I believe that a shame experience sometimes contains an important lesson about who we are or the person we’d like to become; if we dismiss or resist it, we lose an opportunity to grow. Joseph Burgo
From Publishers Weekly about therapist Joseph Burgo‘s Shame: Free Yourself, Find Joy, and Build True Self-Esteem:
Instead of minimizing feelings of shame and self-hatred, he argues, readers should embrace these emotions. Burgo believes that people can be liberated by finding joy in sharing painful stories with others, setting realistic expectations for personal goals, and acknowledging the aspects of shame that may never change.
As stated by the publisher, “In contrast to the prevailing cultural view of shame as a uniformly toxic influence, Shame is a book that approaches the subject of shame as an entire family of emotions which share a ‘painful awareness of self’.”

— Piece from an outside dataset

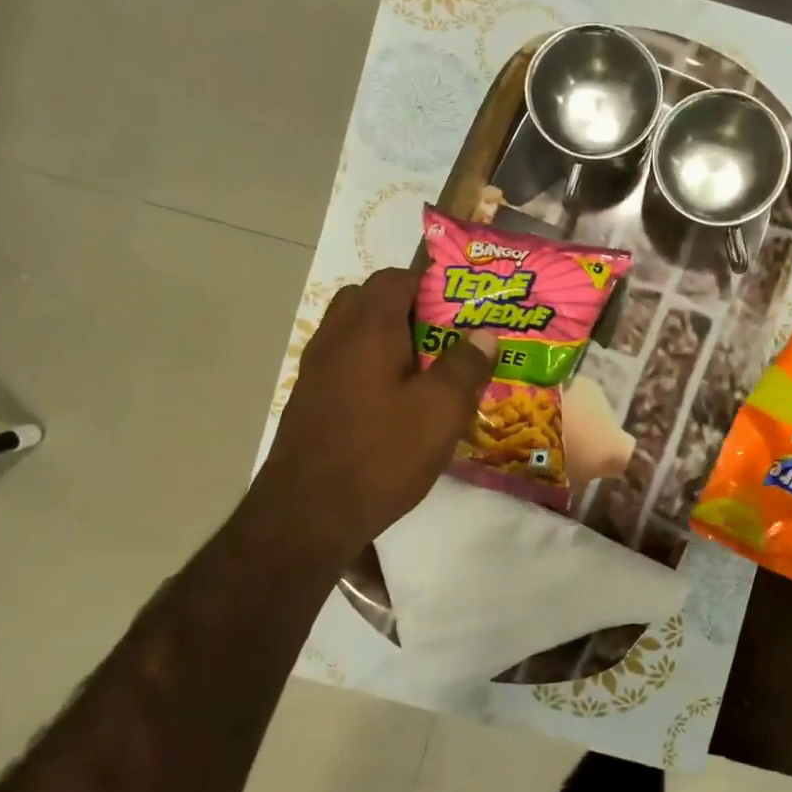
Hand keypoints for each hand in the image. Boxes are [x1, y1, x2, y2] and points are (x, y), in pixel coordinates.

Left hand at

Self-esteem, adds the publisher, is not about “non-stop praise and encouragement, but rather depends upon setting and meeting goals, living up to the expectations we hold for ourselves, and finally sharing our joy in achievement with the people who matter most to us. Along the way, listening to and learning from our encounters with shame will go further than affirmations and positive self-talk in helping us to build authentic self-esteem.”

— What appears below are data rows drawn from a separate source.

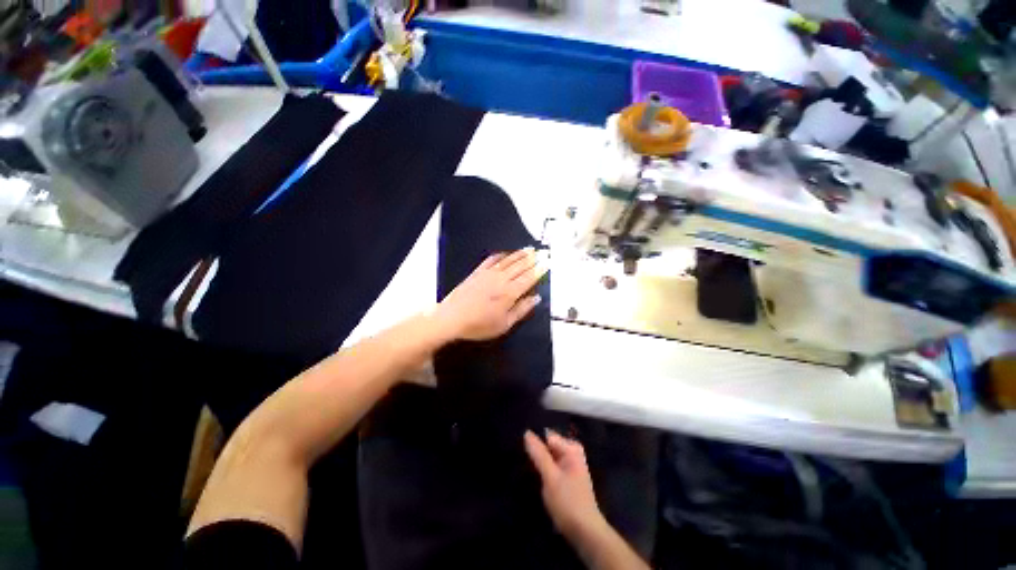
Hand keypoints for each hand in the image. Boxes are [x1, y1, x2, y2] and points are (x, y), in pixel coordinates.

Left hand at [433, 248, 547, 341]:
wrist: (452, 317)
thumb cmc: (479, 325)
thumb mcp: (504, 324)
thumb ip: (522, 310)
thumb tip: (536, 298)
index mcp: (510, 293)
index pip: (529, 278)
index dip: (540, 269)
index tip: (548, 262)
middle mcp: (501, 279)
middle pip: (521, 266)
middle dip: (533, 258)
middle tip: (543, 251)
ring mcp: (488, 273)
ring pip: (508, 260)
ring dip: (520, 254)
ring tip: (530, 249)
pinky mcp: (477, 272)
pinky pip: (492, 259)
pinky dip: (501, 255)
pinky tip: (506, 253)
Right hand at [524, 430, 603, 538]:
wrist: (585, 533)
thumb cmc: (568, 502)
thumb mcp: (551, 477)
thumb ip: (539, 454)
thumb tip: (527, 433)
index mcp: (572, 448)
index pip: (547, 436)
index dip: (534, 443)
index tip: (523, 451)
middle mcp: (572, 452)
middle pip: (548, 445)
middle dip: (536, 452)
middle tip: (523, 462)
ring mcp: (570, 465)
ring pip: (548, 456)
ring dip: (539, 462)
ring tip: (526, 469)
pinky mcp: (566, 477)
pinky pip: (551, 466)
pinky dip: (543, 470)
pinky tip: (536, 478)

It’s helpful, in fact, when this emotion can be recognized as early as one’s childhood. When such difficult feelings aren’t faced, whether early in life or later on, such outcomes as relationship avoidance, procrastination, alcohol and drug abuse, faulty self-perceptions, and lack of responsibility are just some of the various possibilities that await.

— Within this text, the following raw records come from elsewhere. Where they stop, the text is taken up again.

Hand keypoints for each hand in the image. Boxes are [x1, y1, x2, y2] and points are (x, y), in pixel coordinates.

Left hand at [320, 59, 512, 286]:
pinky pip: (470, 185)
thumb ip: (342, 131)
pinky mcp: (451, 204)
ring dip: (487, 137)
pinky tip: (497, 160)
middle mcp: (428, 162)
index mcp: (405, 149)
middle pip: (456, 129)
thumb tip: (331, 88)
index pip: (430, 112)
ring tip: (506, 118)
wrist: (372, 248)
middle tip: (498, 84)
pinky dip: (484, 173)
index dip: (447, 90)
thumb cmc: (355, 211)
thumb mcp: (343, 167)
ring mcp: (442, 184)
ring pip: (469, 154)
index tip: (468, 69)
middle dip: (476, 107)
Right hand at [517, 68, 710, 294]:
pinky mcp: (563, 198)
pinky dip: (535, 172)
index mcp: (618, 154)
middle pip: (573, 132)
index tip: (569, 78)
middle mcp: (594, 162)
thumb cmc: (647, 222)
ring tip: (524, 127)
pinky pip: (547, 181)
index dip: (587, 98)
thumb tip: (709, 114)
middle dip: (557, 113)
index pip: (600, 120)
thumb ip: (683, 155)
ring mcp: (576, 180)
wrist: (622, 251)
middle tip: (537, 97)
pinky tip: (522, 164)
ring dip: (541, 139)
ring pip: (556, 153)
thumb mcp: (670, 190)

Or we might use certain defenses, such as countershaming. “Burgo writes, ‘On the level of individual psychology, when shame defiance goes hand in hand with efforts to inspire shame in other people, it often reflects a kind of false sense of pride: I feel good about myself because I’m nothing like you’.”
Psychology writer Peg Streep can recommend Burgo’s book “without a single reservation”:
His argument is by the far the most cogent in explaining why the notion of self-esteem being founded in constant praise and lack of criticism is both wrong-headed and ultimately destructive…On every page, but especially in the unique exercises at the end, Shame encourages us again and again to look not just at what shames us but why it does and to face both squarely.